We got out of our cars, introduced ourselves, and I was able to start putting a few faces together with the names of folks I had seen on the CMS email list and other local triathlete email lists. Everyone was as welcoming and friendly as could be! Triathletes often seem to be a pretty laid-back bunch when they don't have their race faces on. I had seen some photos of a few of the folks in a feature article in a local newspaper the day before, so that made it easier recognizing them.
We worked our way into our wetsuits (except for one intrepid woman who had been on swim teams since 6 years of age, and seemed accustomed to swimming in just a regular swimsuit in cold conditions). Jude Apple introduced himself and gave us directions on the 0.9-mile course they had set up, complete with kayak, jetski, and boat support. It was almost exactly like the Eagleman swim, except a little shorter, our wave had only about 20 friendly people in it, and there was no race-day hubbub and nerves. We waded out on the nice sandy bottom and started our swim.
I took to the water, in the back of the pack as always. It was chilly, probably about 68 degrees, close to the air temperature. Fortunately there was no wind and the water was quiet. And as always, the pack quickly pulled away from me and I swam along on my own. I felt much more relaxed than on race day and was fairly comfortable in the water, despite having cold arms in my old cheapie Body Glove wetsuit. My breathing was still fairly fast from exertion, but it never got into the red zone, and I was able to alternate between freestyle and breast stroke fairly easily. The brackish water, while somewhat salty, didn't taste bad or bother me, and it was quite clear compared to Centennial Lake which I swam in for the Columbia Triathlon. I had no problem putting my face in the water for 10 freestyle strokes or so, but I didn't push myself hard to keep going longer than that. I wanted to stay relaxed and comfortable in the water and have a Good Swim in the books.
I only went out to the second buoy, instead of following the pack all the way out, and probably only swam 700 or 800 yards, but that was enough to get a good feel for the conditions and a reasonable swim without wearing myself out. I was also having a little problem with a pulled muscle near my left hip, which I hope will be gone in another few days.
My major problem, typical for open water swims, was keeping a straight line in my swimming and correctly sighting landmarks. I have to learn to pick out a tall landmark like a tall tree or radio tower at the head of each turn and use that as I'm going along, instead of trying to get up high enough in the water to spot the buoy each time.
I got out of the water feeling pretty good, which is exactly, precisely what I needed. Some of the folks were going on to bike or run workouts, but I just said my goodbyes and thanked everyone before I went over to check out the transition area a little more closely, and then headed home for the day. I'll do my final long hard swim, bike, and run workouts before the race in the next few days, but for today I just wanted it to end on a positive note.

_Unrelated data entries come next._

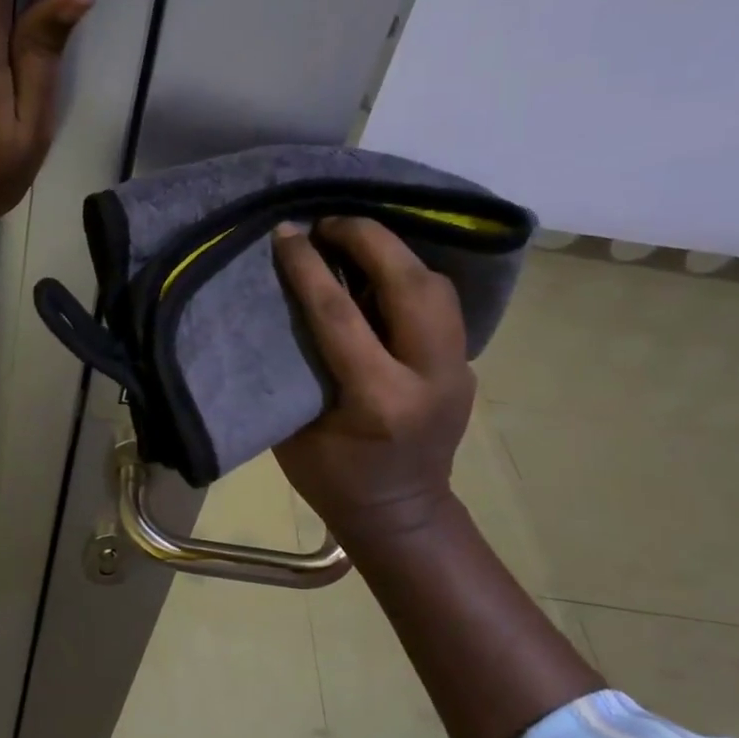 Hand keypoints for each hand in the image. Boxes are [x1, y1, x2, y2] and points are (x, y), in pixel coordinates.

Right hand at [271, 218, 476, 545]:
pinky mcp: (464, 365)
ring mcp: (457, 371)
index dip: (308, 267)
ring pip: (437, 287)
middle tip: (328, 223)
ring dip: (394, 253)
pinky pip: (440, 304)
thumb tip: (275, 306)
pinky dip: (408, 276)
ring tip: (353, 241)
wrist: (401, 515)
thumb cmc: (333, 480)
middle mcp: (429, 379)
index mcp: (379, 401)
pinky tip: (378, 273)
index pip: (341, 315)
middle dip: (369, 239)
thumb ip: (292, 366)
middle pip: (411, 285)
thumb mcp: (294, 430)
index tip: (286, 233) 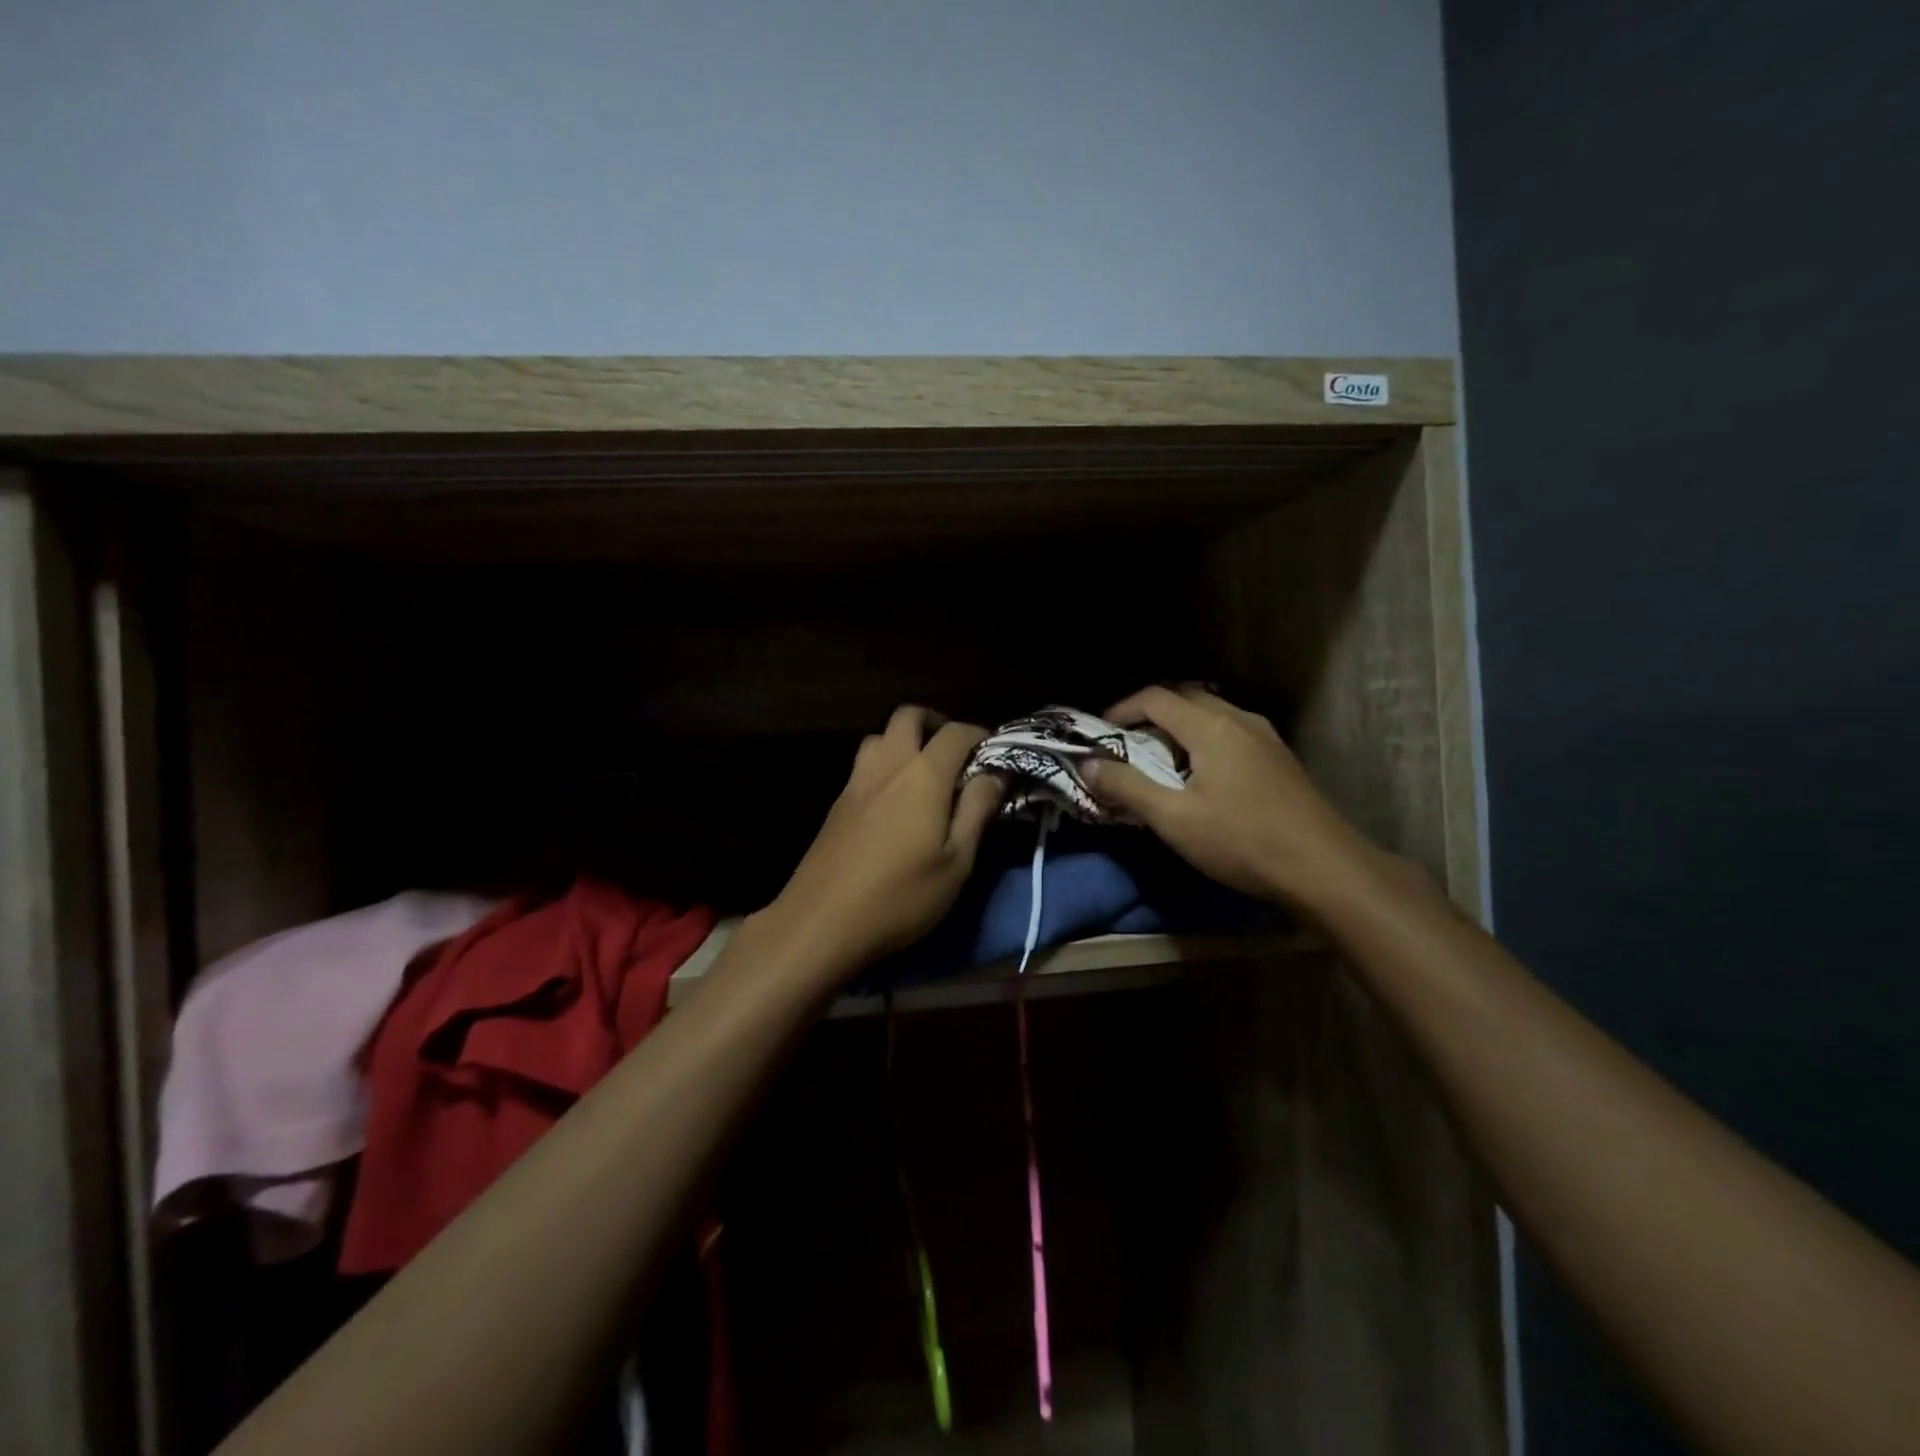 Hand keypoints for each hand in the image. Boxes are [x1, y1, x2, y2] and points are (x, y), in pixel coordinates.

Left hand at [757, 706, 1002, 982]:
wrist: (821, 922)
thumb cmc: (901, 896)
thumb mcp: (956, 862)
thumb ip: (977, 810)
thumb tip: (996, 773)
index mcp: (923, 775)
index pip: (955, 733)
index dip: (979, 735)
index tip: (995, 753)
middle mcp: (887, 766)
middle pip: (908, 716)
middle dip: (936, 723)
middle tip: (955, 753)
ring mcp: (856, 782)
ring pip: (880, 736)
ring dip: (904, 740)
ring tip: (923, 773)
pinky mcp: (837, 803)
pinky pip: (864, 764)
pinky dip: (885, 764)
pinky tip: (893, 799)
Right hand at [1083, 685, 1386, 911]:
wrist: (1324, 868)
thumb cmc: (1242, 840)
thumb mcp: (1173, 819)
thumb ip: (1127, 787)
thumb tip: (1088, 764)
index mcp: (1211, 727)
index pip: (1155, 697)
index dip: (1121, 709)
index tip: (1099, 735)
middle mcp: (1239, 720)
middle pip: (1185, 698)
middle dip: (1149, 714)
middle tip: (1126, 745)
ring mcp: (1265, 737)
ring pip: (1211, 714)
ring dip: (1179, 727)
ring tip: (1160, 760)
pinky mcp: (1279, 758)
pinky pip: (1231, 731)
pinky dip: (1204, 740)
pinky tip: (1202, 776) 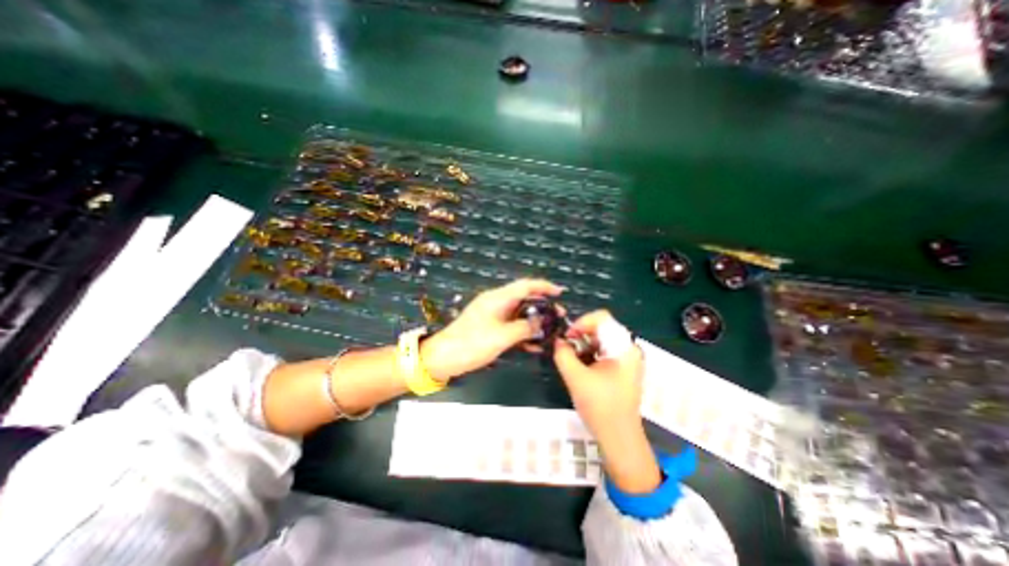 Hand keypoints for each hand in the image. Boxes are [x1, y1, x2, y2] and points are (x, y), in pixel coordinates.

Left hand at [420, 278, 566, 380]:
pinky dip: (523, 332)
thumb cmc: (471, 343)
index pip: (525, 286)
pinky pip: (512, 326)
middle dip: (542, 306)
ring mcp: (493, 316)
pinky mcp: (491, 328)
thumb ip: (524, 328)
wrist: (443, 358)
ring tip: (551, 330)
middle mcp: (496, 303)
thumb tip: (542, 323)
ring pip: (519, 314)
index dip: (543, 286)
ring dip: (534, 321)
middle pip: (524, 299)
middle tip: (558, 316)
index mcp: (497, 298)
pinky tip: (534, 344)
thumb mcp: (501, 336)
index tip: (559, 292)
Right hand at [551, 312, 663, 491]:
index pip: (602, 318)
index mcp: (623, 347)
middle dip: (580, 335)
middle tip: (565, 348)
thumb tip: (557, 340)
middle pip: (601, 328)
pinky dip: (589, 354)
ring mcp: (626, 359)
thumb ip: (563, 354)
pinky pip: (603, 351)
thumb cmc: (600, 407)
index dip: (581, 322)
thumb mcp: (576, 378)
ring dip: (582, 345)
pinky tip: (579, 367)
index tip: (567, 337)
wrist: (619, 438)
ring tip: (570, 359)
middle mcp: (628, 348)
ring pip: (600, 340)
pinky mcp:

As long as we don't have high winds and waves on race day, my prediction after today's good experience is that my swim for Eagleman will be slow and steady, and while it may feel long and tiring, I'll FINISH it and go on to complete the half Ironman course in two weeks and GET MY MEDAL!
Thank you again, all you great folks from Cambridge Multi-Sports, for setting up this marvelous training day and helping me along the way toward reaching my goal.